-------- Supplied material
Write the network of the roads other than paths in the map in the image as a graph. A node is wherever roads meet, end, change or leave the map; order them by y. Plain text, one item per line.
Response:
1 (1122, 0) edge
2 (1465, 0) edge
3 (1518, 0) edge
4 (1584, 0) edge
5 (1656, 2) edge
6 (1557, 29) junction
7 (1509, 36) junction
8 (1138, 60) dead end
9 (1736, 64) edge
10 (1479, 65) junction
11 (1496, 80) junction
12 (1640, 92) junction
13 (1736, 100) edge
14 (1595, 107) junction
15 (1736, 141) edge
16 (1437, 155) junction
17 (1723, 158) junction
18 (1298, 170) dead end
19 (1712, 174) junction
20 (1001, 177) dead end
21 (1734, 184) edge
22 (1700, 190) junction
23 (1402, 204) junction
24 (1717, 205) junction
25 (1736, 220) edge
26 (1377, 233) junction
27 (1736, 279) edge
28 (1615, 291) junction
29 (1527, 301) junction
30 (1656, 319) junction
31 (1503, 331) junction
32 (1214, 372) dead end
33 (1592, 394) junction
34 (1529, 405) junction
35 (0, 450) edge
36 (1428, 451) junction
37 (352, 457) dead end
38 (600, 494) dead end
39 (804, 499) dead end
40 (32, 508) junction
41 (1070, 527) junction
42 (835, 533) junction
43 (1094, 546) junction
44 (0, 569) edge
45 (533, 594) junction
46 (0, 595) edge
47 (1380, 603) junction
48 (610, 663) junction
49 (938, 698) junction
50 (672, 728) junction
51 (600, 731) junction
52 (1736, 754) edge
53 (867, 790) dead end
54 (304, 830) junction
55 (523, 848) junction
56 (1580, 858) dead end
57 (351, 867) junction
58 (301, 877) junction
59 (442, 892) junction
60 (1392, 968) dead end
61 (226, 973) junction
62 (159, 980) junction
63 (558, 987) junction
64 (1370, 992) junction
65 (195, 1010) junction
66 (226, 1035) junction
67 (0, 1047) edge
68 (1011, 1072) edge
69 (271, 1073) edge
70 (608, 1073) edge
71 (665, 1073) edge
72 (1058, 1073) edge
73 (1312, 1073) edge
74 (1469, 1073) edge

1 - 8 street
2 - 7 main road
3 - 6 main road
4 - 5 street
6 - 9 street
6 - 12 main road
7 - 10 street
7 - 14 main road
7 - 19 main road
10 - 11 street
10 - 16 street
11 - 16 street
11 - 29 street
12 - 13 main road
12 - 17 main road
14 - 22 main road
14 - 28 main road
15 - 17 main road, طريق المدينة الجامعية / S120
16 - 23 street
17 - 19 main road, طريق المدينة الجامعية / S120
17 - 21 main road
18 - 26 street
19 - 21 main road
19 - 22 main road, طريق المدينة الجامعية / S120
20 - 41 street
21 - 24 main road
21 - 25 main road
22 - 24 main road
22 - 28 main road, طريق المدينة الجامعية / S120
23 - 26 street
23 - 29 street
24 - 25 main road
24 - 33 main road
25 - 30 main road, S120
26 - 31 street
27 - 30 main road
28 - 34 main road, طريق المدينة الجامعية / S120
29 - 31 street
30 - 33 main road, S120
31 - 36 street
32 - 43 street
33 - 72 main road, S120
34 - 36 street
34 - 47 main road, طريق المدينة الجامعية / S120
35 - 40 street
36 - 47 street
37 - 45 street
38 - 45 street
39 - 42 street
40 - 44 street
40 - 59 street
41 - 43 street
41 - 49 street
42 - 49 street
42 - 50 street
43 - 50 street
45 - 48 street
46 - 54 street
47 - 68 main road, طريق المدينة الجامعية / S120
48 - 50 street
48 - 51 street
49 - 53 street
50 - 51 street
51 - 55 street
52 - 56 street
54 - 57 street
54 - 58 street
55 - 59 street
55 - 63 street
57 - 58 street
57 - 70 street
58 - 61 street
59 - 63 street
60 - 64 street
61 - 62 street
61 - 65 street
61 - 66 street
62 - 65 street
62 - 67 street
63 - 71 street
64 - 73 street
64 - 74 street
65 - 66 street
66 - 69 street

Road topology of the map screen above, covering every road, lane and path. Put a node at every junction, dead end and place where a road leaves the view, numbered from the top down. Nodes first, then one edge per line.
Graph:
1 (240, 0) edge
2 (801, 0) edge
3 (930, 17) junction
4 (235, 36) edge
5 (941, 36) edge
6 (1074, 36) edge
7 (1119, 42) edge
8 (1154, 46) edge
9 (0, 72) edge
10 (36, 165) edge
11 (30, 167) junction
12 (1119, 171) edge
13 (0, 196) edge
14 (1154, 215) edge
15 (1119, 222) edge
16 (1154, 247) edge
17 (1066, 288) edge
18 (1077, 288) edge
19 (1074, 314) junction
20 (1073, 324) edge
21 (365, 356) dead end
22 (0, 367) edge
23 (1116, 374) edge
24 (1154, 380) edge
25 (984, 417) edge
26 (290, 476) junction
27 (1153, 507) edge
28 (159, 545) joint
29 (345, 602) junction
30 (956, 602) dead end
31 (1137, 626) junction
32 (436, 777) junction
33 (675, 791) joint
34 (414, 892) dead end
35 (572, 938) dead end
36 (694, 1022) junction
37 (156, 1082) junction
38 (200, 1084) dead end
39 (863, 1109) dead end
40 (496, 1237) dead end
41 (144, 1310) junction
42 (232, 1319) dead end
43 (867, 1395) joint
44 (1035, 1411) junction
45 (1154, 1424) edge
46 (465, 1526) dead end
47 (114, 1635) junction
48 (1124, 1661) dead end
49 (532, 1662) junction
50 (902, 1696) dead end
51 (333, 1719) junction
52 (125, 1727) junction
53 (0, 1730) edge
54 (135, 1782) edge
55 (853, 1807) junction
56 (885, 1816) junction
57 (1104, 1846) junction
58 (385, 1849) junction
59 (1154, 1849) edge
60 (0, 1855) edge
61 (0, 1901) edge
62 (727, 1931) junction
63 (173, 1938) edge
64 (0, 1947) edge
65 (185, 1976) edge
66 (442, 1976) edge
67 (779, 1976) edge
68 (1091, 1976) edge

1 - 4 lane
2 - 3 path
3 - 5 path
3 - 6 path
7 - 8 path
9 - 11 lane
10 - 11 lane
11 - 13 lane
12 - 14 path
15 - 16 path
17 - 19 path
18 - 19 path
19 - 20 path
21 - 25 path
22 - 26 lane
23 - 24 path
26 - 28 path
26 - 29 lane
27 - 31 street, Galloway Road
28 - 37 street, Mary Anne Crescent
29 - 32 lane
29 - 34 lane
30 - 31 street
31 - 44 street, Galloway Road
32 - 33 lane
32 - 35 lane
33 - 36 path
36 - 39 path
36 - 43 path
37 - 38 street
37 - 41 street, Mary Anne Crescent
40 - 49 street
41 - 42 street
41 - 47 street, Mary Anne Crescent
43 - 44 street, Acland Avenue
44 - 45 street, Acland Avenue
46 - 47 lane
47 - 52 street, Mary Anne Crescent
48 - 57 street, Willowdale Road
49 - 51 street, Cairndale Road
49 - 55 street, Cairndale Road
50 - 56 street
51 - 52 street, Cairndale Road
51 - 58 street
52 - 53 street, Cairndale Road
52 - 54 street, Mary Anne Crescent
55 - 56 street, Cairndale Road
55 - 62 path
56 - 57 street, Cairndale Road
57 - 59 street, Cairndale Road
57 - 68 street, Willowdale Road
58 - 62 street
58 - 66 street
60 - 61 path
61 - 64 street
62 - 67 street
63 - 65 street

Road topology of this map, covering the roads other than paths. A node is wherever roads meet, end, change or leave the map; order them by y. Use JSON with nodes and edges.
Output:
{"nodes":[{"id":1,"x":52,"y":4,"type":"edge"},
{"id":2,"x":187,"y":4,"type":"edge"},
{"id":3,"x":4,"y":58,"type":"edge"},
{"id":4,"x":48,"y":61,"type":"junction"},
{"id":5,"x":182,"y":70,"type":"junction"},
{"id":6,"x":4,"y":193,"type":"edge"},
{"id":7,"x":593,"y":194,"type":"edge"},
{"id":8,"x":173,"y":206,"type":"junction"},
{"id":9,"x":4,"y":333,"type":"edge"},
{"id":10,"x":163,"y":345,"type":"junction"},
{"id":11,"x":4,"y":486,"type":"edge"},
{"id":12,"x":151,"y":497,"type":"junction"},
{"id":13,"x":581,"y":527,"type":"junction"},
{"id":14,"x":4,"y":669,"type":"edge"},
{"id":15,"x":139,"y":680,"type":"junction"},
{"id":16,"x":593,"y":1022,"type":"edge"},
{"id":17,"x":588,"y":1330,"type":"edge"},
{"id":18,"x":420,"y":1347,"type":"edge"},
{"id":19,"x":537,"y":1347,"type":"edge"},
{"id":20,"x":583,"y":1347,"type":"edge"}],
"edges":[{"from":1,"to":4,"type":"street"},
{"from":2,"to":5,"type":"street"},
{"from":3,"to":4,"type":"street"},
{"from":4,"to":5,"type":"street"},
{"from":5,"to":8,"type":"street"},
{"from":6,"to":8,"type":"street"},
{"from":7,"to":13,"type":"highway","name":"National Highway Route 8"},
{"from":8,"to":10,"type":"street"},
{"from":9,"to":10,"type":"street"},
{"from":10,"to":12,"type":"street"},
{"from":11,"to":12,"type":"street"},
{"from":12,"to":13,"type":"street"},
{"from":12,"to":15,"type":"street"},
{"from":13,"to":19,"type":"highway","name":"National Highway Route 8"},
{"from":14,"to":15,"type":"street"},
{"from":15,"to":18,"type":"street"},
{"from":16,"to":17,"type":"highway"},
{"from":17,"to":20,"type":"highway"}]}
----------------
Exercise goal:
Wherever the string "Route" occurs in the records, copy the line it is in.

Written answer:
{"from":7,"to":13,"type":"highway","name":"National Highway Route 8"},
{"from":13,"to":19,"type":"highway","name":"National Highway Route 8"},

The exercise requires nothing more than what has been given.